А психи между тем смотрели свои психские рекламы и объявления, и до меня доносилось: «…в торговом центре открывается выставка-продажа…» «…завтра во дворце спорта балет на льду…» «…позавчера, как уже сообщали, совершил побег опасный психический больной. Приметы: рост средний, рот средний, шатен. Не пьет, не курит, отказывается смотреть телевизор. Пристает к гражданам с обвинениями в том, что они психи. Осторожно: больной имеет суицидальные наклонности…» (чего-чего? — спросил кто-то в гостиной, и диктор невозмутимо пояснила: склонен к самоубийствам…). «Повторяю…»
Краем глаза я увидел, как Бубякин, воровато пряча аппарат, набирает номер.
— Ну ты! — сказал я Бубякину. — Псих недобитый! Положи трубку!
— Он! — заорал Минуткин. — Точно, он! Психами обзывается!
— Рост средний! — ахнула Минуткина-младшая, а старшая взвизгнула: — А чем он на балконе занимался? Не самоубийствами ли?
— Не пил! — сказал свое слово кандидат в кандидаты.
— Телевизор не смотрел… Хватай психа!
Все, что я успел — пнуть телевизор.
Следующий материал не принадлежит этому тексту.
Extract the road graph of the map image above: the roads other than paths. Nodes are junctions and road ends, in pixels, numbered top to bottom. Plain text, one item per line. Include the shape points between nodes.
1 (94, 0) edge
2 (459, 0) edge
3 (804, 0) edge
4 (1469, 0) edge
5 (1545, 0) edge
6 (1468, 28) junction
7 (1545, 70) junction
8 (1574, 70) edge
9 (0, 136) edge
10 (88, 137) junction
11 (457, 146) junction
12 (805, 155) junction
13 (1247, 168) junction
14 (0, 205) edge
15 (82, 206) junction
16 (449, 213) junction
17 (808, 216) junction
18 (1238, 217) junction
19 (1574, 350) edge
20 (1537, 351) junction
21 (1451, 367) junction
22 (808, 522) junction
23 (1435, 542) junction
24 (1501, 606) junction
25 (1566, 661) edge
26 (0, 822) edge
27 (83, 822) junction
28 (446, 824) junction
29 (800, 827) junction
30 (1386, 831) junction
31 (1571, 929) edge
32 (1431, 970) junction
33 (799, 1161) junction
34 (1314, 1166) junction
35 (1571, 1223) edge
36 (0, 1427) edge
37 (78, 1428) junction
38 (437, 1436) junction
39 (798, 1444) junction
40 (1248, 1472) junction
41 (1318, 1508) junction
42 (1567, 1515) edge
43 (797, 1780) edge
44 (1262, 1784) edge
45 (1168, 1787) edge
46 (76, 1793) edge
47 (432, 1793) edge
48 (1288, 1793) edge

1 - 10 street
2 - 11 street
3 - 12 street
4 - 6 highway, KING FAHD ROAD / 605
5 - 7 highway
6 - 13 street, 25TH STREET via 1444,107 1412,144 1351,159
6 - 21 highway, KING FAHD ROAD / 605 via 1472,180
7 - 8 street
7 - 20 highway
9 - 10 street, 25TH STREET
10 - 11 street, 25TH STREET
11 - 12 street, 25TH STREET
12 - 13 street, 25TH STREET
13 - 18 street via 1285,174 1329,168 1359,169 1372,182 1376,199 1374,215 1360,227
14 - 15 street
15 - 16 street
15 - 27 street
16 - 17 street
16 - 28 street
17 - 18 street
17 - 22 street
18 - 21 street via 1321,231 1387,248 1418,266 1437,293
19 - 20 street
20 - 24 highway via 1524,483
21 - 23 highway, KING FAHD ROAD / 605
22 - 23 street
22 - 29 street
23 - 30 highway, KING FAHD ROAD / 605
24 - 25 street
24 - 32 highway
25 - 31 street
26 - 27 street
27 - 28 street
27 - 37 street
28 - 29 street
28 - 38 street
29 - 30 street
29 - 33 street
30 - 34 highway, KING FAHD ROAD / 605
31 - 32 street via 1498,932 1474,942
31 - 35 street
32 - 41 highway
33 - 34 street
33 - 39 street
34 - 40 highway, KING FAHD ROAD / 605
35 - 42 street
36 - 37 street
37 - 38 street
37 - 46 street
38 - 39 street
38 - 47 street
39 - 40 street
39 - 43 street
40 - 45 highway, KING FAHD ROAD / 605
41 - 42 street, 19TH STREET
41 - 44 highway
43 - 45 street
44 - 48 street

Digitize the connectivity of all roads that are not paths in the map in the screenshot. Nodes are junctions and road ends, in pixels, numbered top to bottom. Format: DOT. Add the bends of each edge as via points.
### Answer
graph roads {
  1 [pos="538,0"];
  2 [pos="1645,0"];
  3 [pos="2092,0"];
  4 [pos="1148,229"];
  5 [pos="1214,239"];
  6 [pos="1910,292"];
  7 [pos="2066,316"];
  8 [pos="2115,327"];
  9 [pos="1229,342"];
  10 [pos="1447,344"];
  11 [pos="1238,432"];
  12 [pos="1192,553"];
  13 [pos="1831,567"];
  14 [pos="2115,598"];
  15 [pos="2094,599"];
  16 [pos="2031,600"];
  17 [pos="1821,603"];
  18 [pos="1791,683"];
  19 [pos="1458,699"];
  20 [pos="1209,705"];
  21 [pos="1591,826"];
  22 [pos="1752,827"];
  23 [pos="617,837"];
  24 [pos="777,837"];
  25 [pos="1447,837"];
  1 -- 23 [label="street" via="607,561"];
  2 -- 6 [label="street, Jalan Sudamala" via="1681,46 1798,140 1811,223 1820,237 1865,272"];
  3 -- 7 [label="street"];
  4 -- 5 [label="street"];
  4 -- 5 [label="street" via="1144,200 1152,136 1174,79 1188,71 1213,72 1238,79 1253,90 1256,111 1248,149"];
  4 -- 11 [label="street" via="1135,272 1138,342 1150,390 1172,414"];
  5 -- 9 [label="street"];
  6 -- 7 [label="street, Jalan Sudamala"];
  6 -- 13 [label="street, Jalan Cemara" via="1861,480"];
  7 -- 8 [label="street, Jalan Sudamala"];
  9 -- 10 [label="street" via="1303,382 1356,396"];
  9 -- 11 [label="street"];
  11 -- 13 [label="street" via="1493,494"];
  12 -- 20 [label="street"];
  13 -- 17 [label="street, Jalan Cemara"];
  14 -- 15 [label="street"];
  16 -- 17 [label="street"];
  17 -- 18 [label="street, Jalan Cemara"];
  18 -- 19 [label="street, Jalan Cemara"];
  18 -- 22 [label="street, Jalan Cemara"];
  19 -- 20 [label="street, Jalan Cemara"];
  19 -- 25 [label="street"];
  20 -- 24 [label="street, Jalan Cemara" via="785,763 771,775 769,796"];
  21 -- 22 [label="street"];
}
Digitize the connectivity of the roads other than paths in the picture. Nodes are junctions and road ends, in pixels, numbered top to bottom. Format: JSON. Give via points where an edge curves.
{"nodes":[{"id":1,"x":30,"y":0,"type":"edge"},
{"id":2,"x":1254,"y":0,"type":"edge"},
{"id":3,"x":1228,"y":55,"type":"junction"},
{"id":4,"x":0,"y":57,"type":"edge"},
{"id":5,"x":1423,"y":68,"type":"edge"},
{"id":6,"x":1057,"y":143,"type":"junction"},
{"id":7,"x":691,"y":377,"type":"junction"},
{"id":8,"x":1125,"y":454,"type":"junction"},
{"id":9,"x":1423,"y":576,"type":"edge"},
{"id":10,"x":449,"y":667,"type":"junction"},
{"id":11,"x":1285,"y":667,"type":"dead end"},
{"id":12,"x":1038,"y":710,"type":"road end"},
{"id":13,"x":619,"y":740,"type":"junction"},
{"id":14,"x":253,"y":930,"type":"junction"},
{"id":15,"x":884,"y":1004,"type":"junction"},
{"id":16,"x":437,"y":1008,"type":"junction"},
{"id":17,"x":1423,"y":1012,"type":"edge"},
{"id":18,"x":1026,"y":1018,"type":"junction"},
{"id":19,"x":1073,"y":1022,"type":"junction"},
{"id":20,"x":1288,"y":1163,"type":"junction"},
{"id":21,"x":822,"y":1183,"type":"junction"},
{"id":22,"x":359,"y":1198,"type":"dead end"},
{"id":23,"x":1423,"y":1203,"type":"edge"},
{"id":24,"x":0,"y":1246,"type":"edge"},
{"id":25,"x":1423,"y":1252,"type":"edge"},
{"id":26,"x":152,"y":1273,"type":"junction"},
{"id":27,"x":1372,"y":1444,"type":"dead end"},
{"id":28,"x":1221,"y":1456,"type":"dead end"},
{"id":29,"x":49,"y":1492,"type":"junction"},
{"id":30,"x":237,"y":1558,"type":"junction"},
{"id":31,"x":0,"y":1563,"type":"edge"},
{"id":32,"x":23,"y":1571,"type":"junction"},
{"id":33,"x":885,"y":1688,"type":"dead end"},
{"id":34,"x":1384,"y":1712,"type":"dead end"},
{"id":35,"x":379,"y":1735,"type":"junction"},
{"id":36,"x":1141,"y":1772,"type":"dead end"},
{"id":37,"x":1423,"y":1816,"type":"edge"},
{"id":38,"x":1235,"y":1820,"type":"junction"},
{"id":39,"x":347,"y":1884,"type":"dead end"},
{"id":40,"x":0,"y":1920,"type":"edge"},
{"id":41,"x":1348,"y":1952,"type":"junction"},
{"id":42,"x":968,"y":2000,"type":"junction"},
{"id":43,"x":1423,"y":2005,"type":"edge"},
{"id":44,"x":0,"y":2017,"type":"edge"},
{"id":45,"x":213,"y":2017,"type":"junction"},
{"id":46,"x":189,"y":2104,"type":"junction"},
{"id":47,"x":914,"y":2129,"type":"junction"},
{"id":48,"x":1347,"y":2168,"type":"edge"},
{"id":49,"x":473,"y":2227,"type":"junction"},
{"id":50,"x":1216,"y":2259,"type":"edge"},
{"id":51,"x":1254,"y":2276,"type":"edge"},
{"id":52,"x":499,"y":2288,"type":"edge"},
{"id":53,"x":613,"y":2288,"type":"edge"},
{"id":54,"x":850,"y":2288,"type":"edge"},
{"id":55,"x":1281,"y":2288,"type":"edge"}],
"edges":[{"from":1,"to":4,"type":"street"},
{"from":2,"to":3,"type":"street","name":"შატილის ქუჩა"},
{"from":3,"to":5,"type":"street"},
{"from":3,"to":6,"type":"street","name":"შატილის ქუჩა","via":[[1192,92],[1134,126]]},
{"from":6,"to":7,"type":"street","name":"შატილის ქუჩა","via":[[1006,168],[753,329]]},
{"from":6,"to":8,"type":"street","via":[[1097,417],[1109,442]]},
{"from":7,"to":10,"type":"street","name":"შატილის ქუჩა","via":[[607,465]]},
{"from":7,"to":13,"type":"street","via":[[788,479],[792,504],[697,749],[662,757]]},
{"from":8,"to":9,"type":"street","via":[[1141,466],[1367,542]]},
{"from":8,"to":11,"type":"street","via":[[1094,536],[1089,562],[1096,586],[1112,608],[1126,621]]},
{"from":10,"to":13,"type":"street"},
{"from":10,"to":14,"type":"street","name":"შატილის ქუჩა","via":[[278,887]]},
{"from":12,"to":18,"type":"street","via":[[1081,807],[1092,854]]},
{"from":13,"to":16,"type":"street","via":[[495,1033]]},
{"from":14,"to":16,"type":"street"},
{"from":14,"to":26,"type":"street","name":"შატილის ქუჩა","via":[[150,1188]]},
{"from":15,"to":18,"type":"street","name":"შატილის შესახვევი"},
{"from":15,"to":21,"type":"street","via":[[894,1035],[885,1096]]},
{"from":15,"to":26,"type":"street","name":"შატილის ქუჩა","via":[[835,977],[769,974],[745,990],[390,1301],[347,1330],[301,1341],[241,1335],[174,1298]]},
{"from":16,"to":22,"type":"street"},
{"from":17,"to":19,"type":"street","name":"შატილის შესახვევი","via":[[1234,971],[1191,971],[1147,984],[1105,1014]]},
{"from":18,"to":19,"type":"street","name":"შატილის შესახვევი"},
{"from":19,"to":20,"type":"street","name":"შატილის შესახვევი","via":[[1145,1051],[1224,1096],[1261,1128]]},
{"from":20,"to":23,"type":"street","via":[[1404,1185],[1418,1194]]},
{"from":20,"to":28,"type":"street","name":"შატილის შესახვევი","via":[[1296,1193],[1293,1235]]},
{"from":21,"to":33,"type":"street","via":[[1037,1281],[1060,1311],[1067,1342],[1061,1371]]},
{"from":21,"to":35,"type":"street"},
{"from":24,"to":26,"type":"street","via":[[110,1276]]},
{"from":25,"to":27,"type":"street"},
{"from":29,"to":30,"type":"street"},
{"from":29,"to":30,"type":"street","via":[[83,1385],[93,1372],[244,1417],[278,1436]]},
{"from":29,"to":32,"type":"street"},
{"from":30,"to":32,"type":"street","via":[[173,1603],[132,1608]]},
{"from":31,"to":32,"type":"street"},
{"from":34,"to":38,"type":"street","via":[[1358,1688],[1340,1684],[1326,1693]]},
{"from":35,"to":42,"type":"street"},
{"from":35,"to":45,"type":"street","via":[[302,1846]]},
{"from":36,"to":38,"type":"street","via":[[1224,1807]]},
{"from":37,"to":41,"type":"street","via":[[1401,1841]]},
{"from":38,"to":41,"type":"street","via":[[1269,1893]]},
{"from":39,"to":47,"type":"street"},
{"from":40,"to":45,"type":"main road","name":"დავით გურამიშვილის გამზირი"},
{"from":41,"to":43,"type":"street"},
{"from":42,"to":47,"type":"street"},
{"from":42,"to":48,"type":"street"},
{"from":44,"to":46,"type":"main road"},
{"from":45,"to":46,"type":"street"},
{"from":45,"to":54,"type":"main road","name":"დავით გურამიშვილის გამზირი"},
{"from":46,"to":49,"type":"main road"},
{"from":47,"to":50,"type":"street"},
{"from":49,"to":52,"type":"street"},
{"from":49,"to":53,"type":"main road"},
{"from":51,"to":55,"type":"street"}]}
Психи навалились толпой, вязали меня, сопя и пуская слюни, а связав, попинали меня напоследок.
— Любка, шалава, кого попало водит!
— А как путний, с магнитофоном был!
— Вот то-то и оно, сразу не разглядишь!
— И пьет — плохо, а не пьет — того хуже. Вон Сашка из второго подъезда — сперва пить бросил, а потом еще и за книжки взялся. Да хоть бы за путние, про Штирлица там, а то ведь за Толстого! Упекут и его в желтый домик!
— И не говори — чего не хватает? Слава богу, только жить начали!
А потом приехала «Скорая», и крепкие ребята снесли меня вниз, и молча и умело забросили меня в раскрытый зев «Рафика». И мы поехали, а точнее, меня повезли.
— Этого не надо! — сказал в больнице главный халат. — Нашего привезли уже! Вон он, голубчик, в углу сидит!
Мне тут же вынули кляп, и я обрел возможность говорить, и немедленно ею воспользовался.
— Вы кого хватаете, гады! — сказал я. — Там полная квартира психов, а вы хватаете единственного, кто начал выздоравливать!
— Фью! — присвистнул главный халат. — И этот туда же! Мужики, да мы же план поимки выполнили на двести процентов!
Я посмотрел в угол и увидел там Ихнего Шефа. Только теперь он был связан, и ясно было, что никакой он не Ихний Шеф, а буйный психический больной.
— А как же район «П»… — начал я, но понял, что продолжать бессмысленно. Разве это что-нибудь меняло?